The term “clearcut” has often been used to describe this event. However, that does not seem to have been its purpose. A true clearcut is a harvest method sometimes used by professional foresters to regenerate a stand of trees while also providing diverse wildlife habitats across a given landscape. The Society of American Foresters (SAF) has a clear position which states:

“The SAF supports the use of well proven silvicultural methods, including clearcutting, to meet diverse forest management objectives, such as efficient utilization of commercial timber and assurance of prompt and successful regeneration following timber harvest or natural disturbances. While not appropriate for every situation, clearcutting is an effective tool to regenerate shade-intolerant tree species, control forest insects and pathogens, improve the productivity of managed forests, and provide early-seral forest habitat that is important for a variety of wildlife species. Oversight by professional foresters and other natural resource specialists and adherence to contemporary sustainable forest management standards can ensure that clearcutting is applied in a manner that addresses environmental, economic, and social concerns.”

This activity was intended to create a scenic overlook. It was not a sustainable forestry practice, and should not be considered a “clearcut.” Rather, it was intended to convert a forested area to another use. If allowed to regenerate naturally or, if needed, supplanted with additional trees, this site could have the potential for providing early successional wildlife habitat (especially for some declining species of birds) of which Indiana public and private lands are lacking.

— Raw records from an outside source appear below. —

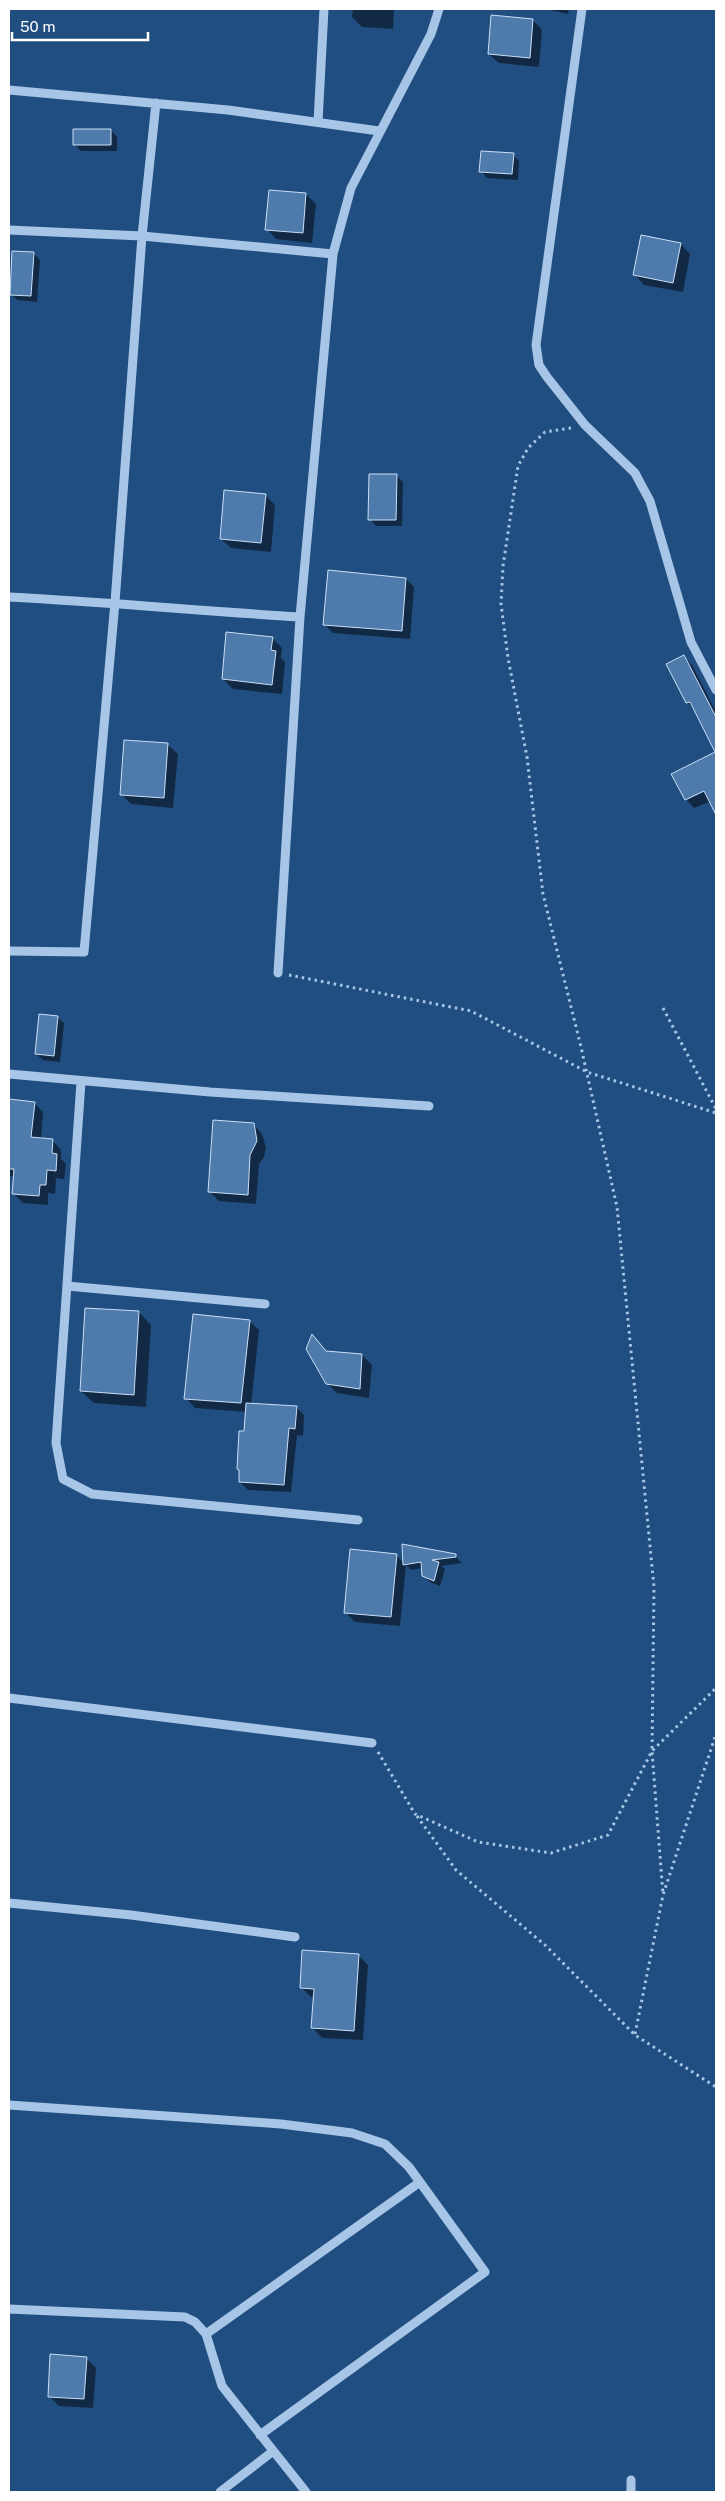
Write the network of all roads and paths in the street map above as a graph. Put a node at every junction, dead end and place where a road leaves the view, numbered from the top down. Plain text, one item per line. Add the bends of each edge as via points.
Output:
1 (324, 9) edge
2 (439, 9) edge
3 (582, 9) edge
4 (9, 90) edge
5 (156, 103) junction
6 (318, 122) junction
7 (379, 131) junction
8 (9, 230) edge
9 (142, 236) junction
10 (333, 254) junction
11 (585, 425) junction
12 (9, 597) edge
13 (115, 602) junction
14 (300, 617) junction
15 (716, 690) edge
16 (9, 951) edge
17 (278, 973) joint
18 (663, 1008) dead end
19 (587, 1072) junction
20 (9, 1074) edge
21 (81, 1082) junction
22 (429, 1106) dead end
23 (716, 1111) edge
24 (67, 1286) junction
25 (265, 1304) dead end
26 (358, 1520) dead end
27 (716, 1688) edge
28 (9, 1698) edge
29 (716, 1734) edge
30 (372, 1743) joint
31 (652, 1751) junction
32 (415, 1814) junction
33 (663, 1895) junction
34 (9, 1903) edge
35 (295, 1937) dead end
36 (635, 2035) junction
37 (716, 2087) edge
38 (9, 2105) edge
39 (420, 2182) junction
40 (9, 2309) edge
41 (206, 2334) junction
42 (260, 2435) junction
43 (272, 2452) junction
44 (631, 2480) dead end
45 (220, 2492) edge
46 (306, 2492) edge
47 (630, 2492) edge

1 - 6 street
2 - 7 street via 431,34
3 - 11 street via 536,345 539,365
4 - 5 street
5 - 6 street
5 - 9 street
6 - 7 street
7 - 10 street via 351,188
8 - 9 street
9 - 10 street
9 - 13 street
10 - 14 street
11 - 15 street via 635,473 650,501 691,642
11 - 19 path via 545,432 528,448 518,466 503,566 501,604 527,757 543,894
12 - 13 street
13 - 14 street via 207,612
13 - 16 street via 84,952
14 - 17 street
17 - 19 path via 472,1011
18 - 23 path
19 - 23 path
19 - 31 path via 617,1207 637,1406 654,1587
20 - 21 street
21 - 22 street
21 - 24 street
24 - 25 street
24 - 26 street via 56,1443 63,1479 92,1494
27 - 31 path
28 - 30 street
29 - 33 path
30 - 32 path
31 - 32 path via 608,1835 551,1853 478,1842
31 - 33 path
32 - 36 path via 456,1870 545,1945
33 - 36 path
34 - 35 street
36 - 37 path
38 - 39 street via 281,2124 352,2133 385,2144
39 - 41 street
39 - 42 street via 485,2272
40 - 41 street via 185,2317
41 - 42 street via 222,2386
42 - 43 street
43 - 45 street
43 - 46 street
44 - 47 street

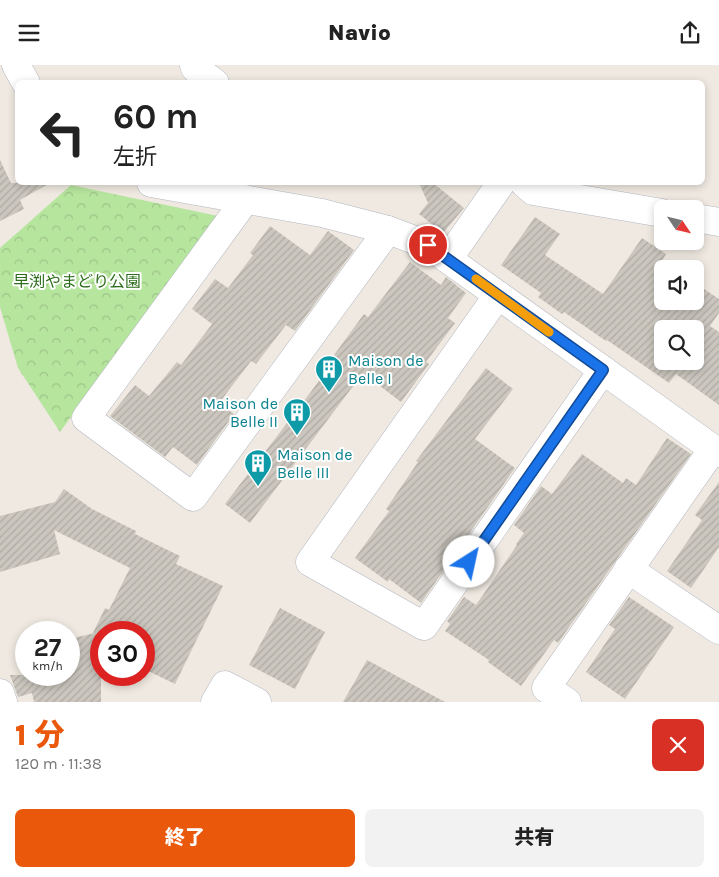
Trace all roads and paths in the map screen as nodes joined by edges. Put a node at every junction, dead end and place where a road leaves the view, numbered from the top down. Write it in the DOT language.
graph roads {
  1 [pos="16,65"];
  2 [pos="194,65"];
  3 [pos="24,80"];
  4 [pos="211,80"];
  5 [pos="163,185"];
  6 [pos="500,185"];
  7 [pos="526,185"];
  8 [pos="246,199"];
  9 [pos="654,212"];
  10 [pos="704,220"];
  11 [pos="719,222"];
  12 [pos="388,230"];
  13 [pos="448,259"];
  14 [pos="498,295"];
  15 [pos="603,370"];
  16 [pos="716,451"];
  17 [pos="628,569"];
  18 [pos="719,631"];
  19 [pos="0,693"];
  20 [pos="2,702"];
  21 [pos="215,702"];
  22 [pos="257,702"];
  23 [pos="567,702"];
  1 -- 3 [label="street"];
  2 -- 4 [label="street"];
  5 -- 8 [label="street"];
  6 -- 13 [label="street"];
  7 -- 9 [label="street"];
  8 -- 12 [label="street"];
  8 -- 12 [label="street"];
  10 -- 11 [label="street"];
  12 -- 13 [label="street"];
  13 -- 14 [label="street"];
  14 -- 15 [label="street"];
  14 -- 15 [label="street"];
  15 -- 16 [label="street"];
  16 -- 17 [label="street"];
  17 -- 18 [label="street"];
  17 -- 23 [label="street"];
  19 -- 20 [label="street"];
  21 -- 22 [label="street"];
}
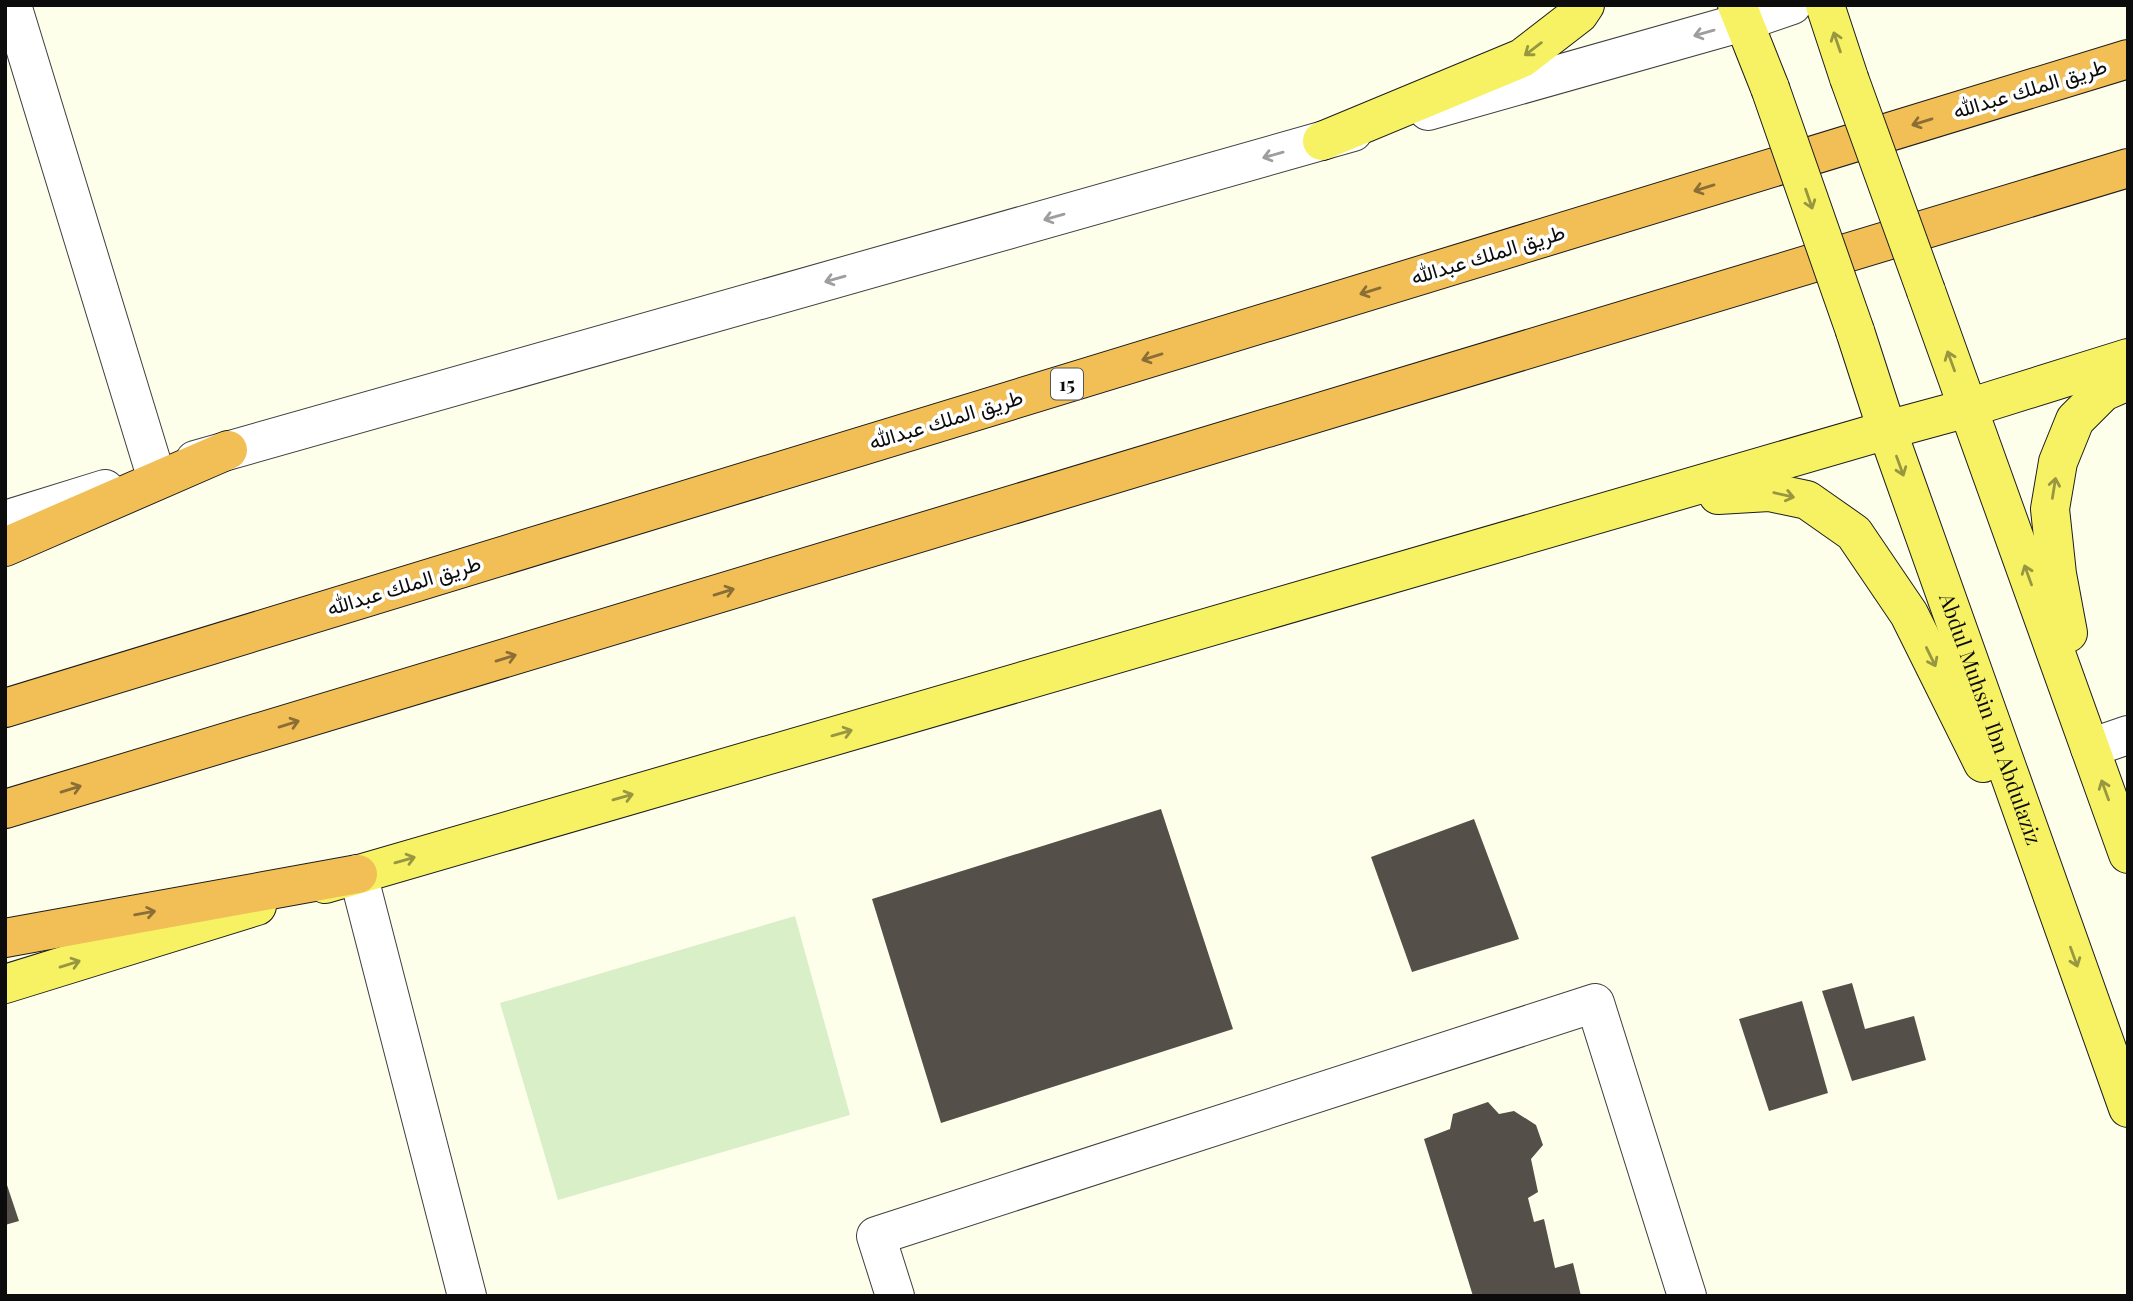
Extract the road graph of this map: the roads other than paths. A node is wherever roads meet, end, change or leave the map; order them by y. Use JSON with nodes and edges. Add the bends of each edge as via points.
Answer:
{"nodes":[{"id":1,"x":12,"y":5,"type":"edge"},
{"id":2,"x":1585,"y":5,"type":"edge"},
{"id":3,"x":1792,"y":5,"type":"edge"},
{"id":4,"x":1825,"y":5,"type":"edge"},
{"id":5,"x":1740,"y":14,"type":"edge"},
{"id":6,"x":2128,"y":59,"type":"edge"},
{"id":7,"x":1322,"y":141,"type":"junction"},
{"id":8,"x":2128,"y":168,"type":"edge"},
{"id":9,"x":2128,"y":358,"type":"edge"},
{"id":10,"x":2128,"y":381,"type":"edge"},
{"id":11,"x":1968,"y":408,"type":"junction"},
{"id":12,"x":1887,"y":429,"type":"junction"},
{"id":13,"x":228,"y":450,"type":"junction"},
{"id":14,"x":155,"y":473,"type":"junction"},
{"id":15,"x":1643,"y":501,"type":"junction"},
{"id":16,"x":5,"y":520,"type":"edge"},
{"id":17,"x":5,"y":547,"type":"edge"},
{"id":18,"x":5,"y":708,"type":"edge"},
{"id":19,"x":2128,"y":735,"type":"edge"},
{"id":20,"x":2090,"y":748,"type":"junction"},
{"id":21,"x":5,"y":809,"type":"edge"},
{"id":22,"x":2128,"y":854,"type":"edge"},
{"id":23,"x":358,"y":874,"type":"junction"},
{"id":24,"x":2061,"y":920,"type":"junction"},
{"id":25,"x":5,"y":938,"type":"edge"},
{"id":26,"x":5,"y":984,"type":"edge"},
{"id":27,"x":2128,"y":1108,"type":"edge"},
{"id":28,"x":467,"y":1296,"type":"edge"},
{"id":29,"x":895,"y":1296,"type":"edge"},
{"id":30,"x":1687,"y":1296,"type":"edge"}],
"edges":[{"from":1,"to":14,"type":"street"},
{"from":2,"to":7,"type":"main road","one_way":true,"via":[[1522,58]]},
{"from":3,"to":5,"type":"street"},
{"from":11,"to":4,"type":"main road","one_way":true,"bridge":true},
{"from":5,"to":7,"type":"street","one_way":true},
{"from":5,"to":12,"type":"main road","name":"Abdul Muhsin Ibn Abdulaziz","one_way":true,"bridge":true,"via":[[1770,88]]},
{"from":6,"to":18,"type":"highway","name":"طريق الملك عبدالله","number":"15","one_way":true},
{"from":7,"to":13,"type":"street","one_way":true},
{"from":21,"to":8,"type":"highway","one_way":true},
{"from":9,"to":11,"type":"main road"},
{"from":20,"to":10,"type":"main road","one_way":true,"via":[[2057,573],[2050,509],[2058,462],[2075,420],[2104,392]]},
{"from":11,"to":12,"type":"main road"},
{"from":20,"to":11,"type":"main road","one_way":true},
{"from":12,"to":15,"type":"main road"},
{"from":12,"to":24,"type":"main road","name":"Abdul Muhsin Ibn Abdulaziz","one_way":true},
{"from":13,"to":14,"type":"street"},
{"from":13,"to":17,"type":"highway"},
{"from":14,"to":16,"type":"street"},
{"from":23,"to":15,"type":"main road","one_way":true},
{"from":15,"to":24,"type":"main road","one_way":true,"via":[[1769,492],[1807,500],[1854,533],[1909,614]]},
{"from":19,"to":20,"type":"street"},
{"from":22,"to":20,"type":"main road","one_way":true},
{"from":25,"to":23,"type":"highway","one_way":true},
{"from":26,"to":23,"type":"main road","one_way":true},
{"from":23,"to":28,"type":"street"},
{"from":24,"to":27,"type":"main road","name":"Abdul Muhsin Ibn Abdulaziz","one_way":true},
{"from":29,"to":30,"type":"street","via":[[876,1236],[1595,1003]]}]}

Another point to note is that a professional forester was not consulted in the planning or execution of this activity. While Brown County government might not likely employ a professional forester due to its small land acreage, private consulting foresters are readily available to assist. If their services had been employed, the breakdown in communication that was admitted to by the parties participating in this event would have been averted. Such services could and should have been sought in this case if sustainable forestry had been the goal. The SAF position on this states:

“SAF recognizes that many public forest management functions and services are performed by independent contractors, consultants, or other vendors as a result of constrained budgets and other pressures. Although it is recognized that there may be cost savings and other efficiencies gained through contract services, decisions on when, where, and to what extent such contract services are deployed should remain a responsibility of, and be performed under the direction of, career natural resource professionals who are responsible for the stewardship of the nation’s public forestlands, without undue encumbrances of additional bureaucratic processes. Where contract services include professional or technical forest management functions, SAF believes that it is essential that they be provided by natural resource professionals who adhere to the high standards of professional ethics and practice expected of all natural resource managers and scientists.”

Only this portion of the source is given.